--- Action item ---
Without the pictures, set down every record below exactly as it reads.

--- Given information ---
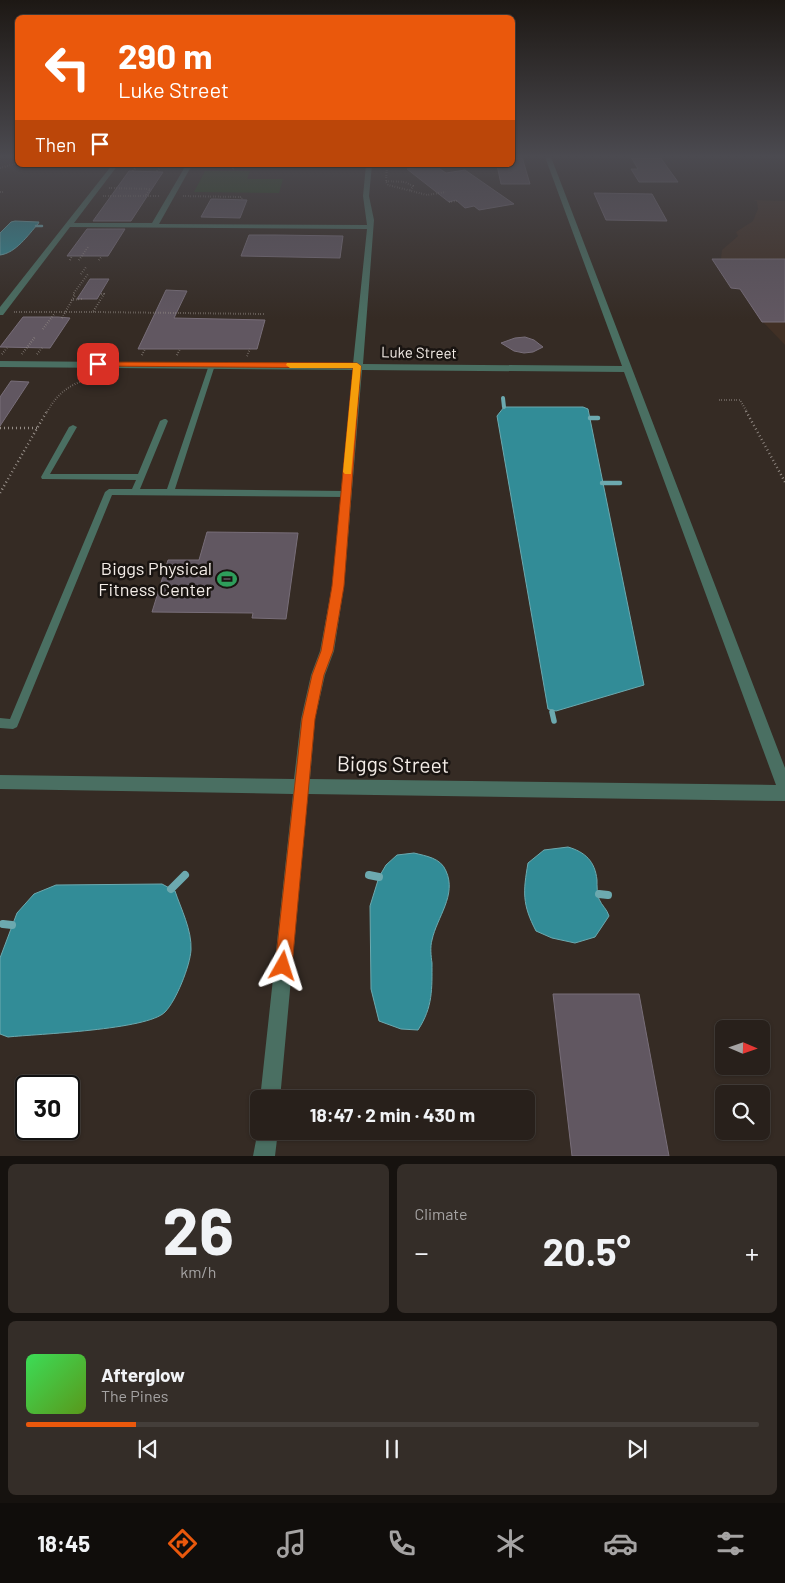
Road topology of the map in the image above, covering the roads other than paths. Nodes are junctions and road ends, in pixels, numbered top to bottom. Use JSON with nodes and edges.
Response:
{"nodes":[{"id":1,"x":79,"y":211,"type":"edge"},
{"id":2,"x":163,"y":211,"type":"edge"},
{"id":3,"x":369,"y":211,"type":"edge"},
{"id":4,"x":568,"y":211,"type":"edge"},
{"id":5,"x":68,"y":225,"type":"junction"},
{"id":6,"x":154,"y":226,"type":"junction"},
{"id":7,"x":370,"y":227,"type":"junction"},
{"id":8,"x":0,"y":312,"type":"edge"},
{"id":9,"x":0,"y":364,"type":"edge"},
{"id":10,"x":212,"y":365,"type":"junction"},
{"id":11,"x":357,"y":366,"type":"junction"},
{"id":12,"x":628,"y":369,"type":"junction"},
{"id":13,"x":164,"y":421,"type":"dead end"},
{"id":14,"x":73,"y":427,"type":"dead end"},
{"id":15,"x":142,"y":477,"type":"junction"},
{"id":16,"x":135,"y":492,"type":"junction"},
{"id":17,"x":170,"y":492,"type":"junction"},
{"id":18,"x":346,"y":494,"type":"junction"},
{"id":19,"x":0,"y":723,"type":"edge"},
{"id":20,"x":0,"y":782,"type":"edge"},
{"id":21,"x":302,"y":785,"type":"junction"},
{"id":22,"x":785,"y":791,"type":"edge"},
{"id":23,"x":271,"y":1090,"type":"edge"},
{"id":24,"x":266,"y":1140,"type":"edge"},
{"id":25,"x":264,"y":1156,"type":"edge"}],
"edges":[{"from":1,"to":5,"type":"street"},
{"from":2,"to":6,"type":"street"},
{"from":3,"to":7,"type":"street"},
{"from":4,"to":12,"type":"street"},
{"from":5,"to":6,"type":"street"},
{"from":5,"to":8,"type":"street"},
{"from":6,"to":7,"type":"street"},
{"from":7,"to":11,"type":"street"},
{"from":9,"to":10,"type":"street","name":"Luke Street"},
{"from":10,"to":11,"type":"street","name":"Luke Street"},
{"from":10,"to":17,"type":"lane"},
{"from":11,"to":12,"type":"street","name":"Luke Street"},
{"from":11,"to":18,"type":"street"},
{"from":12,"to":22,"type":"street"},
{"from":13,"to":15,"type":"lane"},
{"from":14,"to":15,"type":"lane"},
{"from":15,"to":16,"type":"lane"},
{"from":16,"to":17,"type":"lane"},
{"from":16,"to":19,"type":"lane"},
{"from":17,"to":18,"type":"lane"},
{"from":18,"to":21,"type":"street"},
{"from":20,"to":21,"type":"street","name":"Biggs Street"},
{"from":21,"to":22,"type":"street","name":"Biggs Street"},
{"from":21,"to":23,"type":"street"},
{"from":24,"to":25,"type":"street"}]}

--- Exercise output ---
Road topology of the map in the image above, covering the roads other than paths. Nodes are junctions and road ends, in pixels, numbered top to bottom. Use JSON with nodes and edges.
Response:
{"nodes":[{"id":1,"x":79,"y":211,"type":"edge"},
{"id":2,"x":163,"y":211,"type":"edge"},
{"id":3,"x":369,"y":211,"type":"edge"},
{"id":4,"x":568,"y":211,"type":"edge"},
{"id":5,"x":68,"y":225,"type":"junction"},
{"id":6,"x":154,"y":226,"type":"junction"},
{"id":7,"x":370,"y":227,"type":"junction"},
{"id":8,"x":0,"y":312,"type":"edge"},
{"id":9,"x":0,"y":364,"type":"edge"},
{"id":10,"x":212,"y":365,"type":"junction"},
{"id":11,"x":357,"y":366,"type":"junction"},
{"id":12,"x":628,"y":369,"type":"junction"},
{"id":13,"x":164,"y":421,"type":"dead end"},
{"id":14,"x":73,"y":427,"type":"dead end"},
{"id":15,"x":142,"y":477,"type":"junction"},
{"id":16,"x":135,"y":492,"type":"junction"},
{"id":17,"x":170,"y":492,"type":"junction"},
{"id":18,"x":346,"y":494,"type":"junction"},
{"id":19,"x":0,"y":723,"type":"edge"},
{"id":20,"x":0,"y":782,"type":"edge"},
{"id":21,"x":302,"y":785,"type":"junction"},
{"id":22,"x":785,"y":791,"type":"edge"},
{"id":23,"x":271,"y":1090,"type":"edge"},
{"id":24,"x":266,"y":1140,"type":"edge"},
{"id":25,"x":264,"y":1156,"type":"edge"}],
"edges":[{"from":1,"to":5,"type":"street"},
{"from":2,"to":6,"type":"street"},
{"from":3,"to":7,"type":"street"},
{"from":4,"to":12,"type":"street"},
{"from":5,"to":6,"type":"street"},
{"from":5,"to":8,"type":"street"},
{"from":6,"to":7,"type":"street"},
{"from":7,"to":11,"type":"street"},
{"from":9,"to":10,"type":"street","name":"Luke Street"},
{"from":10,"to":11,"type":"street","name":"Luke Street"},
{"from":10,"to":17,"type":"lane"},
{"from":11,"to":12,"type":"street","name":"Luke Street"},
{"from":11,"to":18,"type":"street"},
{"from":12,"to":22,"type":"street"},
{"from":13,"to":15,"type":"lane"},
{"from":14,"to":15,"type":"lane"},
{"from":15,"to":16,"type":"lane"},
{"from":16,"to":17,"type":"lane"},
{"from":16,"to":19,"type":"lane"},
{"from":17,"to":18,"type":"lane"},
{"from":18,"to":21,"type":"street"},
{"from":20,"to":21,"type":"street","name":"Biggs Street"},
{"from":21,"to":22,"type":"street","name":"Biggs Street"},
{"from":21,"to":23,"type":"street"},
{"from":24,"to":25,"type":"street"}]}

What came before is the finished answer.